A word-for-word transcription of all the data is required.

-- Data section follows --

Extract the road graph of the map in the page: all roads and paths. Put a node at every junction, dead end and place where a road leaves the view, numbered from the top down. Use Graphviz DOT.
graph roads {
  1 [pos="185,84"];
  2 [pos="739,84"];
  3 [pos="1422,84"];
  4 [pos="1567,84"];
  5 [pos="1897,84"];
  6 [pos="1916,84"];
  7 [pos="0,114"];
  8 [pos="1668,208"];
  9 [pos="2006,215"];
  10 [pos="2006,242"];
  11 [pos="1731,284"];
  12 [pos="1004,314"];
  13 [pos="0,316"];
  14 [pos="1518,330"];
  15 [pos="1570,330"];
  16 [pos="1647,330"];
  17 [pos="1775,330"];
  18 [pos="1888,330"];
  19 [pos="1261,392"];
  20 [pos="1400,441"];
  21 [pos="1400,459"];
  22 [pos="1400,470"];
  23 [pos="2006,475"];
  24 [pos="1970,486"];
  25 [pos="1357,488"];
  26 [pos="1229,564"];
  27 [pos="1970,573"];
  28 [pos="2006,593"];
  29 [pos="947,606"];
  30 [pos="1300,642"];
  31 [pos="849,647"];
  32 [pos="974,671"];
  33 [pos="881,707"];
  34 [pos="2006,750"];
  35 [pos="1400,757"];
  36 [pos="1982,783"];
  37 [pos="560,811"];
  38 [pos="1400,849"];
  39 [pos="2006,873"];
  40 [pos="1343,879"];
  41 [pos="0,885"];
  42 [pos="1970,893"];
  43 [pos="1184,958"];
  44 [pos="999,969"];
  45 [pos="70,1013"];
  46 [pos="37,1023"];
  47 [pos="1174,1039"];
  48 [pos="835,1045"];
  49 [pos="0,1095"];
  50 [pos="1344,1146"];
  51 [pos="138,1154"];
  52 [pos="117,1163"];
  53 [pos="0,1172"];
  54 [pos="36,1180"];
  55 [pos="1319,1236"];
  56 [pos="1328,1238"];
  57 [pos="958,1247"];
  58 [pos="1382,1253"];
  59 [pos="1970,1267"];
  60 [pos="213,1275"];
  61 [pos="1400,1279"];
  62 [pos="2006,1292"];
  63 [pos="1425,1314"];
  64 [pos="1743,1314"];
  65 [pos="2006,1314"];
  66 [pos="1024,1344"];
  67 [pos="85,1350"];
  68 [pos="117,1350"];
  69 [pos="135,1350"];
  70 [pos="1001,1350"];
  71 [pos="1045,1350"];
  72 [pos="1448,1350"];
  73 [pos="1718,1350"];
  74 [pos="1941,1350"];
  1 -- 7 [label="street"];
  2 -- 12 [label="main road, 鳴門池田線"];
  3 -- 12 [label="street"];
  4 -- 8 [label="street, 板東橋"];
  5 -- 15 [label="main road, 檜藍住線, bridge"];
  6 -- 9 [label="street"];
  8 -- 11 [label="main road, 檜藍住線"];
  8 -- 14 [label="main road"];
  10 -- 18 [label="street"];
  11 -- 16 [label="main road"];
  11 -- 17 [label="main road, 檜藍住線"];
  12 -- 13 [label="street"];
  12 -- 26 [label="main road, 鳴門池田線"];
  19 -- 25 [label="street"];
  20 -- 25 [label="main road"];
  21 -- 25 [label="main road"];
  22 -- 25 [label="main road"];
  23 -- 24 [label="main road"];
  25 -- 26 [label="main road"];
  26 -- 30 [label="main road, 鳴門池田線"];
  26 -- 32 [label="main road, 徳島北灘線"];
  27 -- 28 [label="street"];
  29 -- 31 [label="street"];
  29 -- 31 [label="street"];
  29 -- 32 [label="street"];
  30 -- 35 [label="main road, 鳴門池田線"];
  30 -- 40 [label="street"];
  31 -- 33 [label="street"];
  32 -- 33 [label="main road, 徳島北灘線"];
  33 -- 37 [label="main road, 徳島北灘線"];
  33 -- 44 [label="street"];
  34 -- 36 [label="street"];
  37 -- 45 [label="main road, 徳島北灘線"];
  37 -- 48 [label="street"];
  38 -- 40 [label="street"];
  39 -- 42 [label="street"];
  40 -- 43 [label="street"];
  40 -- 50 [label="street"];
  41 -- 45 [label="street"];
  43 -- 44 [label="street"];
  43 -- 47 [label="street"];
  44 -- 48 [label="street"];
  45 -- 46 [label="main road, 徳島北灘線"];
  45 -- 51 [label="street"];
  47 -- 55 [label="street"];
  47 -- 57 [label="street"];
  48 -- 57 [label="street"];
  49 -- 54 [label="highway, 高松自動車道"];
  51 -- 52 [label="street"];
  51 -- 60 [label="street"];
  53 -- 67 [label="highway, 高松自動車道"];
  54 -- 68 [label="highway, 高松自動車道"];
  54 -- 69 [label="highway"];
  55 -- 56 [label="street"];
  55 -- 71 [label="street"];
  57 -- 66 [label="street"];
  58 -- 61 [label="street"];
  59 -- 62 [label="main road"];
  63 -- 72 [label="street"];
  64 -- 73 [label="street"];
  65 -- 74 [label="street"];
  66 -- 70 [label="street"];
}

-- Data section concluded --

- The completed task:
Extract the road graph of the map in the page: all roads and paths. Put a node at every junction, dead end and place where a road leaves the view, numbered from the top down. Use Graphviz DOT.
graph roads {
  1 [pos="185,84"];
  2 [pos="739,84"];
  3 [pos="1422,84"];
  4 [pos="1567,84"];
  5 [pos="1897,84"];
  6 [pos="1916,84"];
  7 [pos="0,114"];
  8 [pos="1668,208"];
  9 [pos="2006,215"];
  10 [pos="2006,242"];
  11 [pos="1731,284"];
  12 [pos="1004,314"];
  13 [pos="0,316"];
  14 [pos="1518,330"];
  15 [pos="1570,330"];
  16 [pos="1647,330"];
  17 [pos="1775,330"];
  18 [pos="1888,330"];
  19 [pos="1261,392"];
  20 [pos="1400,441"];
  21 [pos="1400,459"];
  22 [pos="1400,470"];
  23 [pos="2006,475"];
  24 [pos="1970,486"];
  25 [pos="1357,488"];
  26 [pos="1229,564"];
  27 [pos="1970,573"];
  28 [pos="2006,593"];
  29 [pos="947,606"];
  30 [pos="1300,642"];
  31 [pos="849,647"];
  32 [pos="974,671"];
  33 [pos="881,707"];
  34 [pos="2006,750"];
  35 [pos="1400,757"];
  36 [pos="1982,783"];
  37 [pos="560,811"];
  38 [pos="1400,849"];
  39 [pos="2006,873"];
  40 [pos="1343,879"];
  41 [pos="0,885"];
  42 [pos="1970,893"];
  43 [pos="1184,958"];
  44 [pos="999,969"];
  45 [pos="70,1013"];
  46 [pos="37,1023"];
  47 [pos="1174,1039"];
  48 [pos="835,1045"];
  49 [pos="0,1095"];
  50 [pos="1344,1146"];
  51 [pos="138,1154"];
  52 [pos="117,1163"];
  53 [pos="0,1172"];
  54 [pos="36,1180"];
  55 [pos="1319,1236"];
  56 [pos="1328,1238"];
  57 [pos="958,1247"];
  58 [pos="1382,1253"];
  59 [pos="1970,1267"];
  60 [pos="213,1275"];
  61 [pos="1400,1279"];
  62 [pos="2006,1292"];
  63 [pos="1425,1314"];
  64 [pos="1743,1314"];
  65 [pos="2006,1314"];
  66 [pos="1024,1344"];
  67 [pos="85,1350"];
  68 [pos="117,1350"];
  69 [pos="135,1350"];
  70 [pos="1001,1350"];
  71 [pos="1045,1350"];
  72 [pos="1448,1350"];
  73 [pos="1718,1350"];
  74 [pos="1941,1350"];
  1 -- 7 [label="street"];
  2 -- 12 [label="main road, 鳴門池田線"];
  3 -- 12 [label="street"];
  4 -- 8 [label="street, 板東橋"];
  5 -- 15 [label="main road, 檜藍住線, bridge"];
  6 -- 9 [label="street"];
  8 -- 11 [label="main road, 檜藍住線"];
  8 -- 14 [label="main road"];
  10 -- 18 [label="street"];
  11 -- 16 [label="main road"];
  11 -- 17 [label="main road, 檜藍住線"];
  12 -- 13 [label="street"];
  12 -- 26 [label="main road, 鳴門池田線"];
  19 -- 25 [label="street"];
  20 -- 25 [label="main road"];
  21 -- 25 [label="main road"];
  22 -- 25 [label="main road"];
  23 -- 24 [label="main road"];
  25 -- 26 [label="main road"];
  26 -- 30 [label="main road, 鳴門池田線"];
  26 -- 32 [label="main road, 徳島北灘線"];
  27 -- 28 [label="street"];
  29 -- 31 [label="street"];
  29 -- 31 [label="street"];
  29 -- 32 [label="street"];
  30 -- 35 [label="main road, 鳴門池田線"];
  30 -- 40 [label="street"];
  31 -- 33 [label="street"];
  32 -- 33 [label="main road, 徳島北灘線"];
  33 -- 37 [label="main road, 徳島北灘線"];
  33 -- 44 [label="street"];
  34 -- 36 [label="street"];
  37 -- 45 [label="main road, 徳島北灘線"];
  37 -- 48 [label="street"];
  38 -- 40 [label="street"];
  39 -- 42 [label="street"];
  40 -- 43 [label="street"];
  40 -- 50 [label="street"];
  41 -- 45 [label="street"];
  43 -- 44 [label="street"];
  43 -- 47 [label="street"];
  44 -- 48 [label="street"];
  45 -- 46 [label="main road, 徳島北灘線"];
  45 -- 51 [label="street"];
  47 -- 55 [label="street"];
  47 -- 57 [label="street"];
  48 -- 57 [label="street"];
  49 -- 54 [label="highway, 高松自動車道"];
  51 -- 52 [label="street"];
  51 -- 60 [label="street"];
  53 -- 67 [label="highway, 高松自動車道"];
  54 -- 68 [label="highway, 高松自動車道"];
  54 -- 69 [label="highway"];
  55 -- 56 [label="street"];
  55 -- 71 [label="street"];
  57 -- 66 [label="street"];
  58 -- 61 [label="street"];
  59 -- 62 [label="main road"];
  63 -- 72 [label="street"];
  64 -- 73 [label="street"];
  65 -- 74 [label="street"];
  66 -- 70 [label="street"];
}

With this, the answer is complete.